Data for processing
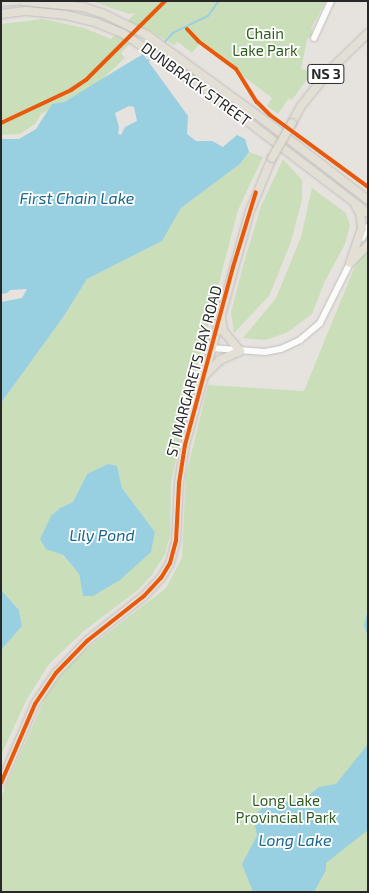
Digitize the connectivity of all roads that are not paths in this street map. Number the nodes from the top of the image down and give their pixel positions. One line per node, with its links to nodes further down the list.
1 (16, 1): 4 (main road)
2 (22, 1): 8 (main road, DUNBRACK STREET)
3 (331, 1): 7 (street)
4 (1, 2)
5 (1, 14): 11 (main road, DUNBRACK STREET)
6 (368, 33): 16 (main road, ST MARGARETS BAY ROAD / NS 3, bridge)
7 (314, 38)
8 (356, 191): 9 (main road); 10 (main road, DUNBRACK STREET)
9 (368, 195)
10 (368, 200)
11 (352, 202): 12 (main road, DUNBRACK STREET); 15 (main road)
12 (368, 213)
13 (368, 227): 15 (street)
14 (368, 245): 15 (main road)
15 (350, 263): 18 (street)
16 (220, 313): 17 (main road, ST MARGARETS BAY ROAD / NS 3); 18 (main road)
17 (211, 348): 18 (street); 19 (main road, ST MARGARETS BAY ROAD / NS 3)
18 (240, 351): 19 (main road)
19 (203, 380): 20 (main road, ST MARGARETS BAY ROAD / NS 3)
20 (1, 783)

Problem description
Write out every entry above exactly as it stands, minus the pictures.

Written reply
Digitize the connectivity of all roads that are not paths in this street map. Number the nodes from the top of the image down and give their pixel positions. One line per node, with its links to nodes further down the list.
1 (16, 1): 4 (main road)
2 (22, 1): 8 (main road, DUNBRACK STREET)
3 (331, 1): 7 (street)
4 (1, 2)
5 (1, 14): 11 (main road, DUNBRACK STREET)
6 (368, 33): 16 (main road, ST MARGARETS BAY ROAD / NS 3, bridge)
7 (314, 38)
8 (356, 191): 9 (main road); 10 (main road, DUNBRACK STREET)
9 (368, 195)
10 (368, 200)
11 (352, 202): 12 (main road, DUNBRACK STREET); 15 (main road)
12 (368, 213)
13 (368, 227): 15 (street)
14 (368, 245): 15 (main road)
15 (350, 263): 18 (street)
16 (220, 313): 17 (main road, ST MARGARETS BAY ROAD / NS 3); 18 (main road)
17 (211, 348): 18 (street); 19 (main road, ST MARGARETS BAY ROAD / NS 3)
18 (240, 351): 19 (main road)
19 (203, 380): 20 (main road, ST MARGARETS BAY ROAD / NS 3)
20 (1, 783)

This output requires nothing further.